Python to Excel and back again
Pyvot enables easy transit of data between Python and Excel.
For example, we can move a list of Python values to Excel, view and manipulate the data, and retrieve the new version. In a symmetric and equally common usage, we can grab and process Excel values in Python, and display the result to Excel.
>>> xl.Workbook() # Create empty Excel workbook, stored as the 'active' workbook
>>> a = range(1,10)
>>> a
[1, 2, 3, 4, 5, 6, 7, 8, 9]
>>> xl.view(a) # show Python enumerable in Excel (active workbook)
The Python array is copied into Excel. By default, Pyvot picks an open range on the active worksheet.
Retrieving data from Excel requires an xl.Range object, which represents the cells on which to operate. The
xl.view function returns the range that it selected to store the data:
>>> r = xl.view(range(1,10))
>>> r
<ColumnVector range object for $A$2:$A$1048576 (visible only)>
>>> r.get()
[1.0, 2.0, 3.0, 4.0, 5.0, 6.0, 7.0, 8.0, 9.0]
>>> sum(r) # ranges are iterable
45.0
Note that view chose the entirety of column A (sans header) to store our list, but
Range.get assumed we only wanted its useful data.
Now we can manipulate the Excel range, and fetch the new results back.
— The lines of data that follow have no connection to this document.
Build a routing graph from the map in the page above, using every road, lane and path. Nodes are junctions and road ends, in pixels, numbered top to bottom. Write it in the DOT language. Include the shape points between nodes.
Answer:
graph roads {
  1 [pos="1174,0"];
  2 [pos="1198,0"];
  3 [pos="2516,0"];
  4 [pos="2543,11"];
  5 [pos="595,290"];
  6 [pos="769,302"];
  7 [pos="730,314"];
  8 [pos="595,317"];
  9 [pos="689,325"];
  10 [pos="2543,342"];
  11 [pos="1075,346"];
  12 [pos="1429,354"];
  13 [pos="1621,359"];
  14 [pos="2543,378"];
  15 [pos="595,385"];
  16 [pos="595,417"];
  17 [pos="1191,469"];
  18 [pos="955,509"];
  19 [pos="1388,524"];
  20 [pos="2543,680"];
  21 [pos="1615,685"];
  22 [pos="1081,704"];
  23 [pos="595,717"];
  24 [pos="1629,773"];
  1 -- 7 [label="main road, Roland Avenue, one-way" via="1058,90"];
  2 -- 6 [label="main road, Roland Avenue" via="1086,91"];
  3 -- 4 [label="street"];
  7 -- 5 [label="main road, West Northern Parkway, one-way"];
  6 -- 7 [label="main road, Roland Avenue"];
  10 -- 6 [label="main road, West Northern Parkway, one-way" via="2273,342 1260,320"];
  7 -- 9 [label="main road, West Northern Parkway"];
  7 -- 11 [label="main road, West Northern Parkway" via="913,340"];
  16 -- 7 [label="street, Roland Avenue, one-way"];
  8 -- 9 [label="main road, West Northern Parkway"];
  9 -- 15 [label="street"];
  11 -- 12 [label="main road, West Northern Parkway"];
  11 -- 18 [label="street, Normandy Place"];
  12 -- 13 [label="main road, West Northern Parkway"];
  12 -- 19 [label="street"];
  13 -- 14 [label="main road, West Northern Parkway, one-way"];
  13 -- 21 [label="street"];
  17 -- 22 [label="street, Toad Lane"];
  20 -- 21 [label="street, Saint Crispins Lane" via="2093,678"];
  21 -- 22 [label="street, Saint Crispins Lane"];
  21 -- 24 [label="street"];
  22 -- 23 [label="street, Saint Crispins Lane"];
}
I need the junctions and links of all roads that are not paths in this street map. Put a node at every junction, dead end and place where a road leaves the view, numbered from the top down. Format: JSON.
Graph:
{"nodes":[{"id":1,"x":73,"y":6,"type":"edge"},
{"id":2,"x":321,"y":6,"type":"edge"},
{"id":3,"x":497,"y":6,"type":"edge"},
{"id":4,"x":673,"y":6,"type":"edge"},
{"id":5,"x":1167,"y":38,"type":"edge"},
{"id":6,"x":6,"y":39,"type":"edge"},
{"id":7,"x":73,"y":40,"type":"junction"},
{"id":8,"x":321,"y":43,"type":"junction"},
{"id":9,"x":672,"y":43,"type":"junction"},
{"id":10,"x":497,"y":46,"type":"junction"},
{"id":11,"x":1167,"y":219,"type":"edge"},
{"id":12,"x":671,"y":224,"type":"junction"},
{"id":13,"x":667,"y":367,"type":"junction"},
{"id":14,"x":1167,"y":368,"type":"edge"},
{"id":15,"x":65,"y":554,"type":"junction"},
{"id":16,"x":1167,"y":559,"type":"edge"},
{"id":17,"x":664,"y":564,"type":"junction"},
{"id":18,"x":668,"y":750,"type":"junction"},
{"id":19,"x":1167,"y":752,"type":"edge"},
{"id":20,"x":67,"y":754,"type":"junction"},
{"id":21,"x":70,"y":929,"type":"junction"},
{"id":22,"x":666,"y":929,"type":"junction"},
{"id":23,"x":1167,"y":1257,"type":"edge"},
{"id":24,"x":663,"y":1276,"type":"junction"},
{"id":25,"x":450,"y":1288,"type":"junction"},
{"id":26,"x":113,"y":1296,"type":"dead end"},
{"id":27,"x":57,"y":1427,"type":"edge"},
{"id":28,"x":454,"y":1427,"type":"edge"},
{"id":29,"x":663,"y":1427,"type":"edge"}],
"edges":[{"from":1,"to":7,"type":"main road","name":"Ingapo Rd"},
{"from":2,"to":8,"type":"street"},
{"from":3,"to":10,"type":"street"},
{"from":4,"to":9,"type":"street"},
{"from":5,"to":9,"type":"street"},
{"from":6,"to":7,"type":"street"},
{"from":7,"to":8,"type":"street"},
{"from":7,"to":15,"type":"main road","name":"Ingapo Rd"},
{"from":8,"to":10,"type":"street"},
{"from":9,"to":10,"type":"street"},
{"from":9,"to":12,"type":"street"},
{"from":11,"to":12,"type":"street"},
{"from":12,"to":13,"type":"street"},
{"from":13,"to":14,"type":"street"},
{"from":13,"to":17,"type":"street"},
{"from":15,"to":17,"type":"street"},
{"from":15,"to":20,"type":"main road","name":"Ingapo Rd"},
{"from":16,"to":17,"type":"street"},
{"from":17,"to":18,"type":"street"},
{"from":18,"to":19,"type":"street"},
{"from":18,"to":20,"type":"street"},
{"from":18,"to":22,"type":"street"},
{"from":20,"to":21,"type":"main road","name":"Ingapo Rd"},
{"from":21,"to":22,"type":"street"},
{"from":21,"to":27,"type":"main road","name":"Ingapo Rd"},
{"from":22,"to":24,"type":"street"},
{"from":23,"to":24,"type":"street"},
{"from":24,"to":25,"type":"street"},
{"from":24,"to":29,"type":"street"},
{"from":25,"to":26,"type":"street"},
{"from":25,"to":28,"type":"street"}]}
For example, suppose we delete some rows using the Excel UI and change the values like so:

>>> r.get() # get updated values
[1.0, 20.0, 8.0, 9.0]
The current selection is also available as a Range. This allows Excel to act as an interface for selecting interesting data:
>>> xl.selected_range().get()
8.0
Mapping Excel columns
You can also run map operations on Excel data. This can be useful for writing Python functions to clean the data and return new computed columns.
For example, suppose we want to combine the city and state columns in a single column:
>>> def Merge(city, state):
... return city + ", " + state
...
>>> wCities = xl.Workbook("cities.xlsx")
>>> xl.map(Merge, wCities.get("City"), wCities.get("State"))
<ColumnVector range object for $N$2:$N$51 (visible only)>
Note that we retrieved Range objects for the table columns by name. Pyvot can obtain ranges for table columns, named ranges, and plain A1:B2-style references.
xl.map works just like the built-in map function, but inserts the results as a new column in Excel. It will infer a column name from the function name, and it will pick a column related to its arguments. Note
below that “Merge” becomes a new column in the source table:

Table joins
Pyvot supports join operations on Excel tables.
xl.join(rangeDest, rangeSrc) takes in 2 Ranges. It infers the containing tables for each range. For each value in rangeDest, it will do the lookup in
rangeSrc and merge the row into the table in
rangeDest.
For example, suppose we want to city crime data from in “cities.xlsx” with population data from “population.xlsx”.
First we load (or connect to) the workbooks containing tables we want to join:
>>> wCities = xl.Workbook(“cities.xlsx”)
>>> wPop = xl.Workbook("Population.xlsx")
Then we compute a primary key column, if necessary. In this case, we’re joining on multiple columns (both city and state), so we’ll merge them into a single column for the join:
>>> xl.map(Merge, wPop.get("City"), wPop.get("State"))
<ColumnVector range object for $D$2:$D$51 (visible only)>
The same operation is then applied on wCities.
The two mapped columns act as keys for the join:
>>> xl.join(wCities.get("Merge"), wPop.get("Merge"))

Destination table

Source table

Destination table after join
Installation
Pyvot requires CPython 2.6 or
2.7 with the Python for Windows extensions (pywin32) installed, and Office 2010.
If a clean Python session can import the win32com module, Pyvot is ready to be installed:
PS C:\> python
Python 2.7 (r27:82525, Jul 4 2010, 09:01:59) [MSC v.1500 32 bit (Intel)] on win32
Type "help", "copyright", "credits" or "license" for more information.
>>> import win32com
>>>
Installing from PTVS
Python Tools for Visual Studio now ships an
add-on for Pyvot integration. This add-on includes a Pyvot project template as well as support for installing Pyvot into multiple interpreters.
First, install Pyvot into the desired interpreters from the Tools menu (keep in mind that Pyvot requires CPython):

Then, create a new Pyvot project:

The new project will need to be configured to use an interpreter for which Pyvot has been installed.
Installing with setuptools
If you have setuptools installed, you can install a source or binary distribution of Pyvot with
easy_install. easy_install is usually in
<Python directory, ex. C:\Python27>\Scripts
-
To install the latest version from PyPI:
easy_install Pyvot
-
To install an already-downloaded source (.zip) or binary (.egg) distribution:
easy_install path\to\file